(Supplied data Opens)

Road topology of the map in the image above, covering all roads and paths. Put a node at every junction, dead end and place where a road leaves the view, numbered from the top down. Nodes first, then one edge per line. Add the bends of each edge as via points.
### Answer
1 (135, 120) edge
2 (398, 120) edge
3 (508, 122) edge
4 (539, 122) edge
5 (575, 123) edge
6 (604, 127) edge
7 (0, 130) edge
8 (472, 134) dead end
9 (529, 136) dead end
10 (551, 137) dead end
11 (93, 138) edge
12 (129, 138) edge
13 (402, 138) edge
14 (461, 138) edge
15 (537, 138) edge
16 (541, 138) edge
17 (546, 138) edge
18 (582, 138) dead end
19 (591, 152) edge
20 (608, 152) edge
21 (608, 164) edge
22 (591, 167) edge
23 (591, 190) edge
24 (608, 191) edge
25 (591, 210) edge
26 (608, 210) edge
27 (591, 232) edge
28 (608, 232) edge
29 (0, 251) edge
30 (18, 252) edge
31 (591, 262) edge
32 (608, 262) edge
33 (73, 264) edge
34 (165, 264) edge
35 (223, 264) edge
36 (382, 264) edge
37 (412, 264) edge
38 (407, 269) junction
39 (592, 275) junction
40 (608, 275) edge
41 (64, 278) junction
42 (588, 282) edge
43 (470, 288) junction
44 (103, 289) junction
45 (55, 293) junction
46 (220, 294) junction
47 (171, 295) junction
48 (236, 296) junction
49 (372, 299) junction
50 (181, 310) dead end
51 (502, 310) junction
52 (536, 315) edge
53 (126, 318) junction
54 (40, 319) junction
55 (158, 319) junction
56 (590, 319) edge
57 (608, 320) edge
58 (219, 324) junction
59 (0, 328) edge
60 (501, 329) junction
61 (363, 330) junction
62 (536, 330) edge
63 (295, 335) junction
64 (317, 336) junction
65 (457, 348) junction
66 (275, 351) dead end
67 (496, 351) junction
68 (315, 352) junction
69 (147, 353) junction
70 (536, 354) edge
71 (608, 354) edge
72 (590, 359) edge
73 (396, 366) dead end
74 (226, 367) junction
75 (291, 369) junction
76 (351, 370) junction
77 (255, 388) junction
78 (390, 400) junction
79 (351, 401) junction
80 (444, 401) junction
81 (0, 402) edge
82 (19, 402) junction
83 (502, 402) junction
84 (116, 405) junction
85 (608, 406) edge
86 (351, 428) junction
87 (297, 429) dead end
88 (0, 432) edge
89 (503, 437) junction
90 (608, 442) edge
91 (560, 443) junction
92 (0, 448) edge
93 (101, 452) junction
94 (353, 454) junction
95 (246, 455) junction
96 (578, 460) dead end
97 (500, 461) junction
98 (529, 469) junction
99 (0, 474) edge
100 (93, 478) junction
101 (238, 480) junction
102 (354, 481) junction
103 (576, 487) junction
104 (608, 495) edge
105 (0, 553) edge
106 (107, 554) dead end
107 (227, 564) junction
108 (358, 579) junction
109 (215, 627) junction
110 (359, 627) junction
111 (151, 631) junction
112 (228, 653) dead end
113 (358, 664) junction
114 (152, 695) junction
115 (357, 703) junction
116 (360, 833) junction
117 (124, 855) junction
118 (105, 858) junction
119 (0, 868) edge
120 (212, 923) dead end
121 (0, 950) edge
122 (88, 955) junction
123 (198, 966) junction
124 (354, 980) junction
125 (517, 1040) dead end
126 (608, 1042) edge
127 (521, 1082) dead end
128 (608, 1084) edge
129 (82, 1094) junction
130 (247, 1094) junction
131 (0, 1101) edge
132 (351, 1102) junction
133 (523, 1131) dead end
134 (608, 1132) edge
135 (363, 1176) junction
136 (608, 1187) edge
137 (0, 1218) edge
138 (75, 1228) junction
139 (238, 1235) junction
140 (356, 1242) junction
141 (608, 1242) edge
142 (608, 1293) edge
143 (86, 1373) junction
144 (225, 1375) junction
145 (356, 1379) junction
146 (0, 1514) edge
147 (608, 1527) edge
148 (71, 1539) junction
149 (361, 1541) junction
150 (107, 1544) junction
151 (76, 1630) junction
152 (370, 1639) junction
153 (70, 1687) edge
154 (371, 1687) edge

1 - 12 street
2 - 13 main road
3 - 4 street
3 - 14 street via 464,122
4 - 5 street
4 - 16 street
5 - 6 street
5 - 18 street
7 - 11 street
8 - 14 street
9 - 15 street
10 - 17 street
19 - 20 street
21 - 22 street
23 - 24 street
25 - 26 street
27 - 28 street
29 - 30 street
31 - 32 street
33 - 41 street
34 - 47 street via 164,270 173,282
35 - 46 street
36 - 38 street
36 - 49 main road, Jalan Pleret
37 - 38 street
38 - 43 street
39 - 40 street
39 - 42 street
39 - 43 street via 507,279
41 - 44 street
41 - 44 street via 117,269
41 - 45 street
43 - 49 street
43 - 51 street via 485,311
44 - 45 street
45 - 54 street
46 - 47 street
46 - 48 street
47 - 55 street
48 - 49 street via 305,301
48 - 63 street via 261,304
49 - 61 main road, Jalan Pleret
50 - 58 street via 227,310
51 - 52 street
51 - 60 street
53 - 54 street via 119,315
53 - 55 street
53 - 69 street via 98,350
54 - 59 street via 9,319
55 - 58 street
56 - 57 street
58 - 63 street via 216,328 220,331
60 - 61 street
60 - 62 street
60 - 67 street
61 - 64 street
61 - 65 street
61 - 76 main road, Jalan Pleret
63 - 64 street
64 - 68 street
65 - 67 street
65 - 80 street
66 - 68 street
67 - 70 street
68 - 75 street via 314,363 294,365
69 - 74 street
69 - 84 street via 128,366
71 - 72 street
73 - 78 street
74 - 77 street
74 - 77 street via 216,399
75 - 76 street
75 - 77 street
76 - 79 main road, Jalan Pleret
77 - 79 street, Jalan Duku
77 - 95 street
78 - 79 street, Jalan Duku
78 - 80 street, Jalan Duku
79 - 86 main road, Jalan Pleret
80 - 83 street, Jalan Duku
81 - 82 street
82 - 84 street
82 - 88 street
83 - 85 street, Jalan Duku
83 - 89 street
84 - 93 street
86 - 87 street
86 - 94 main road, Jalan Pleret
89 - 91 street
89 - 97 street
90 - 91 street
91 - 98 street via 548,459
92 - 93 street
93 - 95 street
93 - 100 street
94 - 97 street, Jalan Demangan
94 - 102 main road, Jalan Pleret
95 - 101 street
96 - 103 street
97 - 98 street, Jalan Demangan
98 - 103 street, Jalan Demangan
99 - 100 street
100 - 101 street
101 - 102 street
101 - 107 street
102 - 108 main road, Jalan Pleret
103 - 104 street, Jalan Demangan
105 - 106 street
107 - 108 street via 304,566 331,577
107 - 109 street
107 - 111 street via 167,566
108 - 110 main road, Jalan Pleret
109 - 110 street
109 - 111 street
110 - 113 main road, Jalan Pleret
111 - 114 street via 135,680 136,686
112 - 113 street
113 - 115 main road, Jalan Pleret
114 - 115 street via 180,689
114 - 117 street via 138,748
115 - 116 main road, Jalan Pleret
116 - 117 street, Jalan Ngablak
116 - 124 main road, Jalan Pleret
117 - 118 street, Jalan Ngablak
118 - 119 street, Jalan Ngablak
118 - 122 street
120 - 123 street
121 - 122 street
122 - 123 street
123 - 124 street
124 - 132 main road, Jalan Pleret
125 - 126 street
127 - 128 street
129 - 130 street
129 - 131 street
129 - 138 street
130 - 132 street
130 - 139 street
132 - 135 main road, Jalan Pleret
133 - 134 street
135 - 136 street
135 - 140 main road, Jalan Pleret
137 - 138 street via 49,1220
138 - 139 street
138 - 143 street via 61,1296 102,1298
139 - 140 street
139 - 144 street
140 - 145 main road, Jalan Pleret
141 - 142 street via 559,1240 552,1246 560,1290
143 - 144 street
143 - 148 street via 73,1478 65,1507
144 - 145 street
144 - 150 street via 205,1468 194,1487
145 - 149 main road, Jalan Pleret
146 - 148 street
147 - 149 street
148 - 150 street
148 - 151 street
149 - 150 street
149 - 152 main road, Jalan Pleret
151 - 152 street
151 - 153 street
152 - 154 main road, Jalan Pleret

(Supplied data Closes)

[What to produce] Give the number, and nothing else, of lines in the listing above that include the word "Demangan".

[Your response] 4